Parece haver muito poucos casos de substantivos e adjectivos formados por parassíntese (também chamada circunfixação). Num artigo de José Roberto de Castro Gonçalves, intitulado "A derivação parassintética: um desafio para os estudiosos da língua portuguesa" (José Pereira da Silva. ed. e org., Cadernos da Pós-Graduação em Língua Portuguesa, n.º 2, págs. 34-) lê-se:

«Geralmente, os prefixos que figuram nos parassintéticos têm um sentido dinâmico: embarcar (em–: movimento para dentro), desfolhar (des–: ato de separar); o que explica o fato de a maioria desses derivados serem verbos. Contudo, podemos encontrar, ainda que raramente, substantivos/adjetivos parassintéticos: é o caso de subterrâneo (considerando que subterra e terrâneo são formas inexistentes), bem como de conterrâneo, desalmado etc.»

É, no entanto discutível que os substantivos subterrâneo e conterrâneo sejam casos de parassíntese: por um lado, porque há quem queira ver neles casos de composição;1 por outro, porque se trata de palavras provenientes do latim por via erudita, o que significa que a sua análise morfológica se enquadra no latim, e não no português, que as tomou de empréstimo.

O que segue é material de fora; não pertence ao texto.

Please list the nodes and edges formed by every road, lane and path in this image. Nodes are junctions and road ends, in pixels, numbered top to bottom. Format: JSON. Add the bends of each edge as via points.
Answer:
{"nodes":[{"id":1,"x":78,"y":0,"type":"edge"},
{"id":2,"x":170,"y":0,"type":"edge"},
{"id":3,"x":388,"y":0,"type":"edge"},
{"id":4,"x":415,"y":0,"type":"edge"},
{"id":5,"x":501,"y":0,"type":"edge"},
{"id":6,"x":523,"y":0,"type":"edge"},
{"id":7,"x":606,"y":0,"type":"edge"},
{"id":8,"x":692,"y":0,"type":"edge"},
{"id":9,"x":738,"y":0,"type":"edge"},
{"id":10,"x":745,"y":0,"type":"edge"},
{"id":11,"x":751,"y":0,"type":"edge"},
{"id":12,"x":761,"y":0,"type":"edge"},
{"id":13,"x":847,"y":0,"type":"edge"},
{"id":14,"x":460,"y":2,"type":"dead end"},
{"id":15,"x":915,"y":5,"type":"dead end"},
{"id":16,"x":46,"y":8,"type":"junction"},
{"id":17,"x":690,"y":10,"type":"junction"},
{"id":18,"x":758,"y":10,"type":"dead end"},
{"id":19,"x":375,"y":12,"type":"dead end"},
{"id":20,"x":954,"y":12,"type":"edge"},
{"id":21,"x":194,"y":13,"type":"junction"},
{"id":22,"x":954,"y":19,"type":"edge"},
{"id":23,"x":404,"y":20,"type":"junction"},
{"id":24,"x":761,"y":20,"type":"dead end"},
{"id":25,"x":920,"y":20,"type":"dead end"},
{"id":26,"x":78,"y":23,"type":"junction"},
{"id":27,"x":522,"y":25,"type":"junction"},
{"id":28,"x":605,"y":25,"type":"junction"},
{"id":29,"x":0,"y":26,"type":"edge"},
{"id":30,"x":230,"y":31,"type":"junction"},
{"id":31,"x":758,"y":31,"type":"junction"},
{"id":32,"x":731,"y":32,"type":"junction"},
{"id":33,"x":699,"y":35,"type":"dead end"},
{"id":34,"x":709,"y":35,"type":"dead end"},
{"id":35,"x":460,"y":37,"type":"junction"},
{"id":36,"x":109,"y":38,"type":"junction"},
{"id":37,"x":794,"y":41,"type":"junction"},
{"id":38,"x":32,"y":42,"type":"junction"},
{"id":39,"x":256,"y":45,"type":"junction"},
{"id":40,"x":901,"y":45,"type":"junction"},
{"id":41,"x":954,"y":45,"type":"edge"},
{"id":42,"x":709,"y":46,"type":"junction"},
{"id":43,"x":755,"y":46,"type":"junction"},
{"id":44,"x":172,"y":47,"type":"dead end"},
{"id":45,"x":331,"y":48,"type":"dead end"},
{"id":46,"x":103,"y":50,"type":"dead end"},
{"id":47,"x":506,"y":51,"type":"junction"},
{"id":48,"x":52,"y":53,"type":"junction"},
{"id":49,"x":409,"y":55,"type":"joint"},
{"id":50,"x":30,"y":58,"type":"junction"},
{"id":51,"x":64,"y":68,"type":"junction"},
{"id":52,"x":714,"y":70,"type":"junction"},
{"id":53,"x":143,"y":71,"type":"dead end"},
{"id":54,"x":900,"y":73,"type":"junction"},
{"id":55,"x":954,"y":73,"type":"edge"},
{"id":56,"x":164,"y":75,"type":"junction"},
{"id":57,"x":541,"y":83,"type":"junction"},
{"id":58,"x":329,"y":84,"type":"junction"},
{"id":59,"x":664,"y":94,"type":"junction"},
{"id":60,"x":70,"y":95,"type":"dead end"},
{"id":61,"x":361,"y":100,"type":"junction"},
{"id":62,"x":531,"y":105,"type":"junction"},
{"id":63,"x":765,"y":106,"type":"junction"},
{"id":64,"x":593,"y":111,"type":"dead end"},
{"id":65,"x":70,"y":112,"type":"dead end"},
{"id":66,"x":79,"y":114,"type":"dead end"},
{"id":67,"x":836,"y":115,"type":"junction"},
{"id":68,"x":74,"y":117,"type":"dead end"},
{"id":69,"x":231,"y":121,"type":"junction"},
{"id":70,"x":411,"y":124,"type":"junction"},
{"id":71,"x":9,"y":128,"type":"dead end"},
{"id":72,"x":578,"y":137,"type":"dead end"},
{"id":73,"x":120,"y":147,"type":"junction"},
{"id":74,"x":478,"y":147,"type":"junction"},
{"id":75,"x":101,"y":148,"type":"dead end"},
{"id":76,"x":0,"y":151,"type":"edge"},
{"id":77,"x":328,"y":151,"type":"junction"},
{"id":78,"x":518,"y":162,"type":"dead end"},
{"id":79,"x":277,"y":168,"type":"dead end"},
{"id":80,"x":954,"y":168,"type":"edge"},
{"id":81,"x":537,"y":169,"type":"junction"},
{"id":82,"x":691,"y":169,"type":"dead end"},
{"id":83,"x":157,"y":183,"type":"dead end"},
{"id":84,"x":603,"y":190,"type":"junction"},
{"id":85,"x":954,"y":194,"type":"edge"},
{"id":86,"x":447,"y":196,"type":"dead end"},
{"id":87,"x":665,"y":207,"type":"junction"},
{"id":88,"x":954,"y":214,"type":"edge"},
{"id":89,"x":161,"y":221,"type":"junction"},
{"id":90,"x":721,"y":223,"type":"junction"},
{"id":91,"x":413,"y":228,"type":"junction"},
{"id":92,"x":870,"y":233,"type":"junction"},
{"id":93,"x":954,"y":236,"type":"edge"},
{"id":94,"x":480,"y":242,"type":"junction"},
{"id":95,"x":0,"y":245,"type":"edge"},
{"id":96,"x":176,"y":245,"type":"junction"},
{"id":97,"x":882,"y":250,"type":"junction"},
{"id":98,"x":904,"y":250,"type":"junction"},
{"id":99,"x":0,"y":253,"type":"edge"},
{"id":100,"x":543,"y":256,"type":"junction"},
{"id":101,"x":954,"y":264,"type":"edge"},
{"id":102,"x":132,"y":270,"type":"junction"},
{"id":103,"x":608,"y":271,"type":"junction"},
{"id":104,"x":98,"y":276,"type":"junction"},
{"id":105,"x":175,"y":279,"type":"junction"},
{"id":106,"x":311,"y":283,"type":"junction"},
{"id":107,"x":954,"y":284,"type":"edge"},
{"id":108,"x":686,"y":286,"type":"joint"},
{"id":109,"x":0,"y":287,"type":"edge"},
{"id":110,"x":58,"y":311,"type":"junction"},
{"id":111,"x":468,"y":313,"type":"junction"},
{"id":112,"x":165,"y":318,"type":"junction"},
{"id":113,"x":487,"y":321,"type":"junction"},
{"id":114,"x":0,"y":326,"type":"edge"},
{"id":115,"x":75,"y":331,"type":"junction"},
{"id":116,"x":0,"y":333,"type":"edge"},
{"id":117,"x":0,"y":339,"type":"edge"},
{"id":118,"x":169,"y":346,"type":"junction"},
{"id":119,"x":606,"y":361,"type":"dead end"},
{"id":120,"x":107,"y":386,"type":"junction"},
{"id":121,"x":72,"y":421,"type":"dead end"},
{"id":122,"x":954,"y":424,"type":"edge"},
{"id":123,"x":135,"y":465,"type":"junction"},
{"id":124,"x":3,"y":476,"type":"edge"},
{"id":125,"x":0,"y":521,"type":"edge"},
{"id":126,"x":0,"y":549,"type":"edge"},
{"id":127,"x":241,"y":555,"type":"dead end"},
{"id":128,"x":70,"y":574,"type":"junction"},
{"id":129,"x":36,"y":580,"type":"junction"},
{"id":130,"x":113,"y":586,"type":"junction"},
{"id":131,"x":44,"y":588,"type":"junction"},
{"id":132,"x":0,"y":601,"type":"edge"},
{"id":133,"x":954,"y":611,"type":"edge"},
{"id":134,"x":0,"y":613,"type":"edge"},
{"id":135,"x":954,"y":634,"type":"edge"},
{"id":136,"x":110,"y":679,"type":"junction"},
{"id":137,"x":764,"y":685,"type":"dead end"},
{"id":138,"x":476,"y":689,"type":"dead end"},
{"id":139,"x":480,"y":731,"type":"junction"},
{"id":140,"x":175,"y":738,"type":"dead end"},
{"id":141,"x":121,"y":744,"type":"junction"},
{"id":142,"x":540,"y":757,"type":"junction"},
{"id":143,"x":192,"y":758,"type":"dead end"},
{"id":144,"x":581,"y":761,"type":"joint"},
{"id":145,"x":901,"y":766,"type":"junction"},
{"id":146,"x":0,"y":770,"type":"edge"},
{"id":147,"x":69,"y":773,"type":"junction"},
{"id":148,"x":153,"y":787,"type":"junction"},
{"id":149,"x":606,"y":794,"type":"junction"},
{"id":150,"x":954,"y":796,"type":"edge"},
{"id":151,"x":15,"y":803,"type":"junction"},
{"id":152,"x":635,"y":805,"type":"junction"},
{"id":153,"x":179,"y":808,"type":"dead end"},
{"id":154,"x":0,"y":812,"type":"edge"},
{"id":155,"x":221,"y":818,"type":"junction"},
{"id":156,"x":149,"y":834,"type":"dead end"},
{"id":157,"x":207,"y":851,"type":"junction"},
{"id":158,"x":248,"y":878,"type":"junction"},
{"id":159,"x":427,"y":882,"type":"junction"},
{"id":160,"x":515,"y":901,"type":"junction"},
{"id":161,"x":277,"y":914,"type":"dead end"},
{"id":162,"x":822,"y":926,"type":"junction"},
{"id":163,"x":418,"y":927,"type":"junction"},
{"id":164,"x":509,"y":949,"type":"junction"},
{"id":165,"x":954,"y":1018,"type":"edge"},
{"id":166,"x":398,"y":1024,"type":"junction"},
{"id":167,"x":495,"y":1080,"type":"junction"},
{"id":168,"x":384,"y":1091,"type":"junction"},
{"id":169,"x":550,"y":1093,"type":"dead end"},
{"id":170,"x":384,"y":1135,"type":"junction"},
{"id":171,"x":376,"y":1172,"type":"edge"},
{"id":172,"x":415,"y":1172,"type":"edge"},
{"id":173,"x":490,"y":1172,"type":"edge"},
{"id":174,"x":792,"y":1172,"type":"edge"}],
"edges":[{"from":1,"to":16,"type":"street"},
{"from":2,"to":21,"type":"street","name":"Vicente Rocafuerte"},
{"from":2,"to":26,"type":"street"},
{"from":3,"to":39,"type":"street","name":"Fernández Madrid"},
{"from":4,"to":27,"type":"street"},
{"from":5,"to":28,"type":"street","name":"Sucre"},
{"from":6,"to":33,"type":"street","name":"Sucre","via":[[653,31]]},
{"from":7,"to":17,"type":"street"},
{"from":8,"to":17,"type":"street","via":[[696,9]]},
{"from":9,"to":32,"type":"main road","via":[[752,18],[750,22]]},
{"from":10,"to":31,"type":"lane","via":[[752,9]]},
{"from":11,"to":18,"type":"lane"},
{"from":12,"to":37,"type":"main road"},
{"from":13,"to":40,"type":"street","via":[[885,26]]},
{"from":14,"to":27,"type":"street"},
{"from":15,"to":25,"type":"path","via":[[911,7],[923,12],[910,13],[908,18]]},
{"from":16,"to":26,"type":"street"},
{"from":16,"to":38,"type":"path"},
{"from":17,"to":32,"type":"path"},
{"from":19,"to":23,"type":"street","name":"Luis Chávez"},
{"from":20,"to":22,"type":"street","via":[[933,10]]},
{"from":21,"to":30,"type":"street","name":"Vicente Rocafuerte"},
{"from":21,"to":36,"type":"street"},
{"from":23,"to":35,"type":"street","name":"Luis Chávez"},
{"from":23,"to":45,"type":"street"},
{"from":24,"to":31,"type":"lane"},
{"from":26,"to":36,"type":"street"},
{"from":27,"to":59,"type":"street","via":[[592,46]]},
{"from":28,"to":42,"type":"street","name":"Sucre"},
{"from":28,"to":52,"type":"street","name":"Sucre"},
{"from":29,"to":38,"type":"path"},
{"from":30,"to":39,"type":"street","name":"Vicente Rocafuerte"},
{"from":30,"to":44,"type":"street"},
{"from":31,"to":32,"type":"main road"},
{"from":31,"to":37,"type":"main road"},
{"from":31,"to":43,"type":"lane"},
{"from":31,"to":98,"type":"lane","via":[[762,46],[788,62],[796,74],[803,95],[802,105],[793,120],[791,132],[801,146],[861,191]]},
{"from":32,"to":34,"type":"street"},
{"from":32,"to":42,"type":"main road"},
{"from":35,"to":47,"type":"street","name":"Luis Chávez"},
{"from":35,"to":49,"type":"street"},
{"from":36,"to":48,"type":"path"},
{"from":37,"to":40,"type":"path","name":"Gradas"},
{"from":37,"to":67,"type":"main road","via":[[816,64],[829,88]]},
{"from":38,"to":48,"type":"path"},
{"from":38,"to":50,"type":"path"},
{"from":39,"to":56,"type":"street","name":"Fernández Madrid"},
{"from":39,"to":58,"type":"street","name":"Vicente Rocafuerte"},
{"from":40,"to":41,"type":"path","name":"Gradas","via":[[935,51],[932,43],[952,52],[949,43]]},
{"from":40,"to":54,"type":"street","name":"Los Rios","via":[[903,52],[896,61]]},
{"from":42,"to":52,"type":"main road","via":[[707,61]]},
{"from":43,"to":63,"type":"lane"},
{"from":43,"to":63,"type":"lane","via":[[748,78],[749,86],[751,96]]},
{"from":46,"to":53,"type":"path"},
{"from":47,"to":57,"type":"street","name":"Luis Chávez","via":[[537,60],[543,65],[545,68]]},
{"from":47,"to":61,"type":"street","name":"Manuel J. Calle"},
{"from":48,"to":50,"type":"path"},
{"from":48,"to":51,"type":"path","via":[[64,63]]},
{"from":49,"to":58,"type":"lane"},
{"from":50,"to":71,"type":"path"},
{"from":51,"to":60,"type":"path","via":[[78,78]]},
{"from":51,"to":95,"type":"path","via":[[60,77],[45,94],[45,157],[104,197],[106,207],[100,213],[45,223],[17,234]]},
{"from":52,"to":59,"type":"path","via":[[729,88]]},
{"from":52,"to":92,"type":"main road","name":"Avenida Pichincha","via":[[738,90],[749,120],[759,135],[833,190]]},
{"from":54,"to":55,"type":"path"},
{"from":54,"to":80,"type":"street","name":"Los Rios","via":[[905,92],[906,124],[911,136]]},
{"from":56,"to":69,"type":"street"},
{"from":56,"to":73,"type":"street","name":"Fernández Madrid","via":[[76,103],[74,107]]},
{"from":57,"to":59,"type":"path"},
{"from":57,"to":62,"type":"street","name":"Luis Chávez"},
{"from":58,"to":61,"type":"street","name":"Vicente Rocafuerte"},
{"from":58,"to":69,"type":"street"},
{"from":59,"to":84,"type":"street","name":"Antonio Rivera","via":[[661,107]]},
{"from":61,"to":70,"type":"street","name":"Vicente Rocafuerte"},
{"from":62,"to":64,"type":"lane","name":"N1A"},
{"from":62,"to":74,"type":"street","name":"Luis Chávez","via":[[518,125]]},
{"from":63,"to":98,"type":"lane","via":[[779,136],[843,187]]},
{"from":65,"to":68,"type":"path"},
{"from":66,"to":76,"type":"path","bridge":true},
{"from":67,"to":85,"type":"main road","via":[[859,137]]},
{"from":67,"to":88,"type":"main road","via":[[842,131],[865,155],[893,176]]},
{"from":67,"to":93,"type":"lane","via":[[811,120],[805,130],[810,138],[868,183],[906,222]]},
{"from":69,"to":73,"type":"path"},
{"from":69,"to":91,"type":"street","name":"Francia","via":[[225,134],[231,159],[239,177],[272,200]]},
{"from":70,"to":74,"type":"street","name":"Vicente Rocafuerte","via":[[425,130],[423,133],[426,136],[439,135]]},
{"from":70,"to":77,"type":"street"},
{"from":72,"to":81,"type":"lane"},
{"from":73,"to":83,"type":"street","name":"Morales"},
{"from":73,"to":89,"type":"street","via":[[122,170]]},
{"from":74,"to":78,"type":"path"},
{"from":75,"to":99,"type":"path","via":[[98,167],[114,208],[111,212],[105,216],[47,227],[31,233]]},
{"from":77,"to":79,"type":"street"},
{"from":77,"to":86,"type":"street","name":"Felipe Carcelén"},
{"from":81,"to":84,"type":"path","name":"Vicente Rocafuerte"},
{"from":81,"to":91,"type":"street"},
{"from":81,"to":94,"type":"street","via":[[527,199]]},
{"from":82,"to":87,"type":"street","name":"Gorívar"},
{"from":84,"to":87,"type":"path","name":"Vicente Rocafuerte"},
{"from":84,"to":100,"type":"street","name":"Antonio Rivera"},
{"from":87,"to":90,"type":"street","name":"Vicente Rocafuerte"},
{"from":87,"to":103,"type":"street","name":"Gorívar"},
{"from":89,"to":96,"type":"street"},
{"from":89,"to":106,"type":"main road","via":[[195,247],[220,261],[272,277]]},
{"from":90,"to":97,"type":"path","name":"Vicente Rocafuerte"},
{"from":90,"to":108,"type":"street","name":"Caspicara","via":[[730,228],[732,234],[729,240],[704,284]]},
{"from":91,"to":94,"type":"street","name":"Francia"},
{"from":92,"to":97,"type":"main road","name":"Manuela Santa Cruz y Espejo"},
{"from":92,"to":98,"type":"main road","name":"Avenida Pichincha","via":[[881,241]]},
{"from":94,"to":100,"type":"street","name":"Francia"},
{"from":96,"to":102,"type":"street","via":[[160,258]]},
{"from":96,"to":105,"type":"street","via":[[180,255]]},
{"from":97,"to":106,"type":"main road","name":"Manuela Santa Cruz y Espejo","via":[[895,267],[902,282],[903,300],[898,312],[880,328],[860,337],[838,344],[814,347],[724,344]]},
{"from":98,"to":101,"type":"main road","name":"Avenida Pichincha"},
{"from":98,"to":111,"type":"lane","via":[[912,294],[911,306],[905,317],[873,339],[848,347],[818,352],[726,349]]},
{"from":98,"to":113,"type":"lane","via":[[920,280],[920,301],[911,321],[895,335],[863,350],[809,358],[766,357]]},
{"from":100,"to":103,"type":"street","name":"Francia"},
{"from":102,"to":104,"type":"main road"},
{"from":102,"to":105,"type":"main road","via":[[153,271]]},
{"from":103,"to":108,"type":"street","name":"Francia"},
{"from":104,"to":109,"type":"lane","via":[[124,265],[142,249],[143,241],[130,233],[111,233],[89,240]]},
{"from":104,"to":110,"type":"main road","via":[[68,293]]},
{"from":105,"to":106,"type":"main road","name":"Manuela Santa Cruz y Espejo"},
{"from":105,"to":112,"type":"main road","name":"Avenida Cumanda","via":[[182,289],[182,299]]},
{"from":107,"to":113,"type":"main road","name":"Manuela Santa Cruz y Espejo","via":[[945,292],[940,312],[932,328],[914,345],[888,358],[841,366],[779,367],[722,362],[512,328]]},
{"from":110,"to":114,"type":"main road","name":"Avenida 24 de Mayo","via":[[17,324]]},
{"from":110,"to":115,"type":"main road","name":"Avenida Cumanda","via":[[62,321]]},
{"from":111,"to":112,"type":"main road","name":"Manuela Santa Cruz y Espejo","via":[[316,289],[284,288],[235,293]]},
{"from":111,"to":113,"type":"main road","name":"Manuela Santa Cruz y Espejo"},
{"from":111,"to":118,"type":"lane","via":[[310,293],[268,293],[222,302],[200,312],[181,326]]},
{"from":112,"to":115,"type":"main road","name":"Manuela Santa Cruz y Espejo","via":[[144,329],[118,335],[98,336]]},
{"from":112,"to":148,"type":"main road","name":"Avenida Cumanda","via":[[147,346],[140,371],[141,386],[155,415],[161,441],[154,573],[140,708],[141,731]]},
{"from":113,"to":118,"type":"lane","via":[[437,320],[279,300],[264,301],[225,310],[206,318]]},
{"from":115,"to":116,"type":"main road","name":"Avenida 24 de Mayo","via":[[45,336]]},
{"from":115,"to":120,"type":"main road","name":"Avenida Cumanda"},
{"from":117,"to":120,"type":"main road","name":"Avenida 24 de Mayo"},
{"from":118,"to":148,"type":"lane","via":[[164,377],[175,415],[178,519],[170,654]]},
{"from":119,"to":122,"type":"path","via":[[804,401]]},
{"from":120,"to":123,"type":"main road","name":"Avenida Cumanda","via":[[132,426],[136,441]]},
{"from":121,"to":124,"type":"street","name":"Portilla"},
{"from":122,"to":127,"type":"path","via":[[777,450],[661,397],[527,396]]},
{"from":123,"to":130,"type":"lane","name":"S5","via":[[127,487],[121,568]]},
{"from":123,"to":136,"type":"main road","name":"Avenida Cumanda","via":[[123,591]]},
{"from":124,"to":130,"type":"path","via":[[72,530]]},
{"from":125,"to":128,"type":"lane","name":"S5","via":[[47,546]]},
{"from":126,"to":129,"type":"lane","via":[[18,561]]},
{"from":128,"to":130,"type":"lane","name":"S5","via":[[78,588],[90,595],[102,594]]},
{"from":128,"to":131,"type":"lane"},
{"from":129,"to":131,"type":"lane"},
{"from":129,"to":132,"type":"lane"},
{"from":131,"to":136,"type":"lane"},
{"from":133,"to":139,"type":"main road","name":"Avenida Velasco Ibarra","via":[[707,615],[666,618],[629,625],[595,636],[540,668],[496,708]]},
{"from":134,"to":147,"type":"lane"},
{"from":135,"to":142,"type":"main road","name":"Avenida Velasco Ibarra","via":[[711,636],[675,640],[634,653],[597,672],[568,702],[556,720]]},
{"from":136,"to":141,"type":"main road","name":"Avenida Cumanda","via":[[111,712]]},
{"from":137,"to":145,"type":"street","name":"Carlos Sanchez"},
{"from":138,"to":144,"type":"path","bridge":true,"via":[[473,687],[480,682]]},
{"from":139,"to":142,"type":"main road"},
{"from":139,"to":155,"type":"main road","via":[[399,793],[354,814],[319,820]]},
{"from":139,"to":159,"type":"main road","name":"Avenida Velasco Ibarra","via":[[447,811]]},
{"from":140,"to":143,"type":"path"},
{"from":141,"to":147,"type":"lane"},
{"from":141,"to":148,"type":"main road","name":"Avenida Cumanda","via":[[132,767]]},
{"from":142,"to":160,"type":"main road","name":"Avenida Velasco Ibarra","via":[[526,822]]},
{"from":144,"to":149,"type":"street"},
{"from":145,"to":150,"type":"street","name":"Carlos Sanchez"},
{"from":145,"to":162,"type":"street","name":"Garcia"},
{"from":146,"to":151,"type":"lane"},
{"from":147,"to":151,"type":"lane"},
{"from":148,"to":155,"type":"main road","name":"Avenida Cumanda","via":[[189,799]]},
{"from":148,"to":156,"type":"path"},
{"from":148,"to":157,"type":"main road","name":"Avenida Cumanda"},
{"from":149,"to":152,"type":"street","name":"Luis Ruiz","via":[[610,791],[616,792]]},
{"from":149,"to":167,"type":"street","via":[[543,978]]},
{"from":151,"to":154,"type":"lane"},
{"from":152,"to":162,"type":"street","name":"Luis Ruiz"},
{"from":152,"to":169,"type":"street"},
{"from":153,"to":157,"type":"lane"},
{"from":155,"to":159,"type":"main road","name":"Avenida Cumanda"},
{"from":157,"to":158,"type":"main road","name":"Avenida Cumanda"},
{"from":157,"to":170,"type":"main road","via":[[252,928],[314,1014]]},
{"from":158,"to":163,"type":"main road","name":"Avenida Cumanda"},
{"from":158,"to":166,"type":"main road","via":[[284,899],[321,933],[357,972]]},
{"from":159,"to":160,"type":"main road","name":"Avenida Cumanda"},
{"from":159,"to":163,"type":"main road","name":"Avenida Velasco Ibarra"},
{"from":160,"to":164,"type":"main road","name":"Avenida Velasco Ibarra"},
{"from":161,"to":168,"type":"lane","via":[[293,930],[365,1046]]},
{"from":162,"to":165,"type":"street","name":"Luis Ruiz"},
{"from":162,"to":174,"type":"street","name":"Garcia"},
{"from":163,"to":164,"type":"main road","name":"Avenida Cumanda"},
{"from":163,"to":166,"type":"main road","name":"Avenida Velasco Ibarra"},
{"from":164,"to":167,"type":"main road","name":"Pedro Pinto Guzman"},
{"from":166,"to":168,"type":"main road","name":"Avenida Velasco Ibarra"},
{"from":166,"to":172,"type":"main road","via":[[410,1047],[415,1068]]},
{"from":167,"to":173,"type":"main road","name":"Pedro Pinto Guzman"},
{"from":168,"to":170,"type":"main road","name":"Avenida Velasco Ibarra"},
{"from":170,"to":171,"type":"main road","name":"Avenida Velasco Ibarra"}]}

Quanto a desalmado, verifica-se que se trata de uma forma participial que pressupões o verbo desalmar, atestado em dicionários (cf. Houiass), e, este sim, formado por parassíntese.

Resta, assim, o exemplo facultado por Alina Villalva, no capítulo que dedica à morfologia do português na Gramática da Língua Portuguesa (Lisboa, Editorial Caminho, 2003, pág. 952): trata-se de

Pergunta:

Quando usar abaixo ou «a baixo»?

Resposta:

Sobre a diferença entre o advérbio abaixo e a sequência de preposição e subatantivo «a baixo», transcreva-se o que diz Maria Helena de Moura Neves, no seu Guia de Uso do Português (São Paulo, Editora Unesp, 2003):

Usa-se, separadamente, a baixo quando a expressão equivale a para baixo (preposição e substantivo). Olhei-o pelas costas. De alto A BAIXO. [...]

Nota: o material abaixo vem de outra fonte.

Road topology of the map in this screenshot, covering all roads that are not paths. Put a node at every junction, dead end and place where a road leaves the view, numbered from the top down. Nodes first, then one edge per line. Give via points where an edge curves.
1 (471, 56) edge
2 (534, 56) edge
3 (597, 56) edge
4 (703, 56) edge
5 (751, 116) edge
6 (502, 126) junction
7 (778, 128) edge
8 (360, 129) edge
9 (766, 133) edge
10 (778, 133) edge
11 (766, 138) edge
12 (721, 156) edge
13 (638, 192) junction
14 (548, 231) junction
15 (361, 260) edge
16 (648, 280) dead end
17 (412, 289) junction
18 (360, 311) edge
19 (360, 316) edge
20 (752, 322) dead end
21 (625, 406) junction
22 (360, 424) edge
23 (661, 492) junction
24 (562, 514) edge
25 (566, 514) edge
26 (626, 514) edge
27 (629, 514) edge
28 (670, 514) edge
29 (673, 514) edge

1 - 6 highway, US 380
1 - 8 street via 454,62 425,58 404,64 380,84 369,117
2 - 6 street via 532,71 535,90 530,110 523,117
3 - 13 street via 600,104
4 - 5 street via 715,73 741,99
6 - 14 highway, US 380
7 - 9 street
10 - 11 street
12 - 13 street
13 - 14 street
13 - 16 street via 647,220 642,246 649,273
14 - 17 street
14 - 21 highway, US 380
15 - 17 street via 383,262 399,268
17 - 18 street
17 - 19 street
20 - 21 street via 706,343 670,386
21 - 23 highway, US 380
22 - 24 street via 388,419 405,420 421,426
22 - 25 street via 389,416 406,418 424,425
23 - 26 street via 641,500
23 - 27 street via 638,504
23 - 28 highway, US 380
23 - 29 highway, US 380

Abaixo é advérbio que significa "em lugar menos elevado", "em situação inferior", "em descenso".

Pergunta:

Deparei-me com a palavra gramaticalmente; consequentemente, deparei-me também com uma dúvida: qual a maneira correcta? "Gramaticamente", ou "gramaticalmente"? O contexto em que a palavra se enquadra é o seguinte : «A criança deverá ser capaz de produzir frases gramaticalmente correctas, em todos os contextos.»

Obrigado.

Resposta:

O advérbio de modo mais usado é gramaticalmente, em consequência de a base de derivação ser gramatical, adjectivo que é mais frequente do que a forma adjectival gramático, considerado pouco usado (cf. Dicionário Houaiss). Claro que não me refiro a gramático, substantivo, na acepção de «indivíduo que contribui para a descrição e o conhecimento de uma língua, estudando e propondo novas análises e regras de uso para determinados aspectos daquela língua; linguista, filólogo» (idem), que tem emprego corrente.

Pergunta:

Qual é o gentílico de Hadramaute, região histórica do Sul da Península Arábica? Tenho encontrado 'hadramita', mas estou em dúvida, pois me parece palavra mal formada.

Muito obrigado.

Resposta:

O problema de formar ou identificar o gentílico correspondente ao nome da região em apreço começa logo no fa{#c|}to de haver, pelo menos, três formas atestadas: Hadramute, Hadramaut, Hadramaute.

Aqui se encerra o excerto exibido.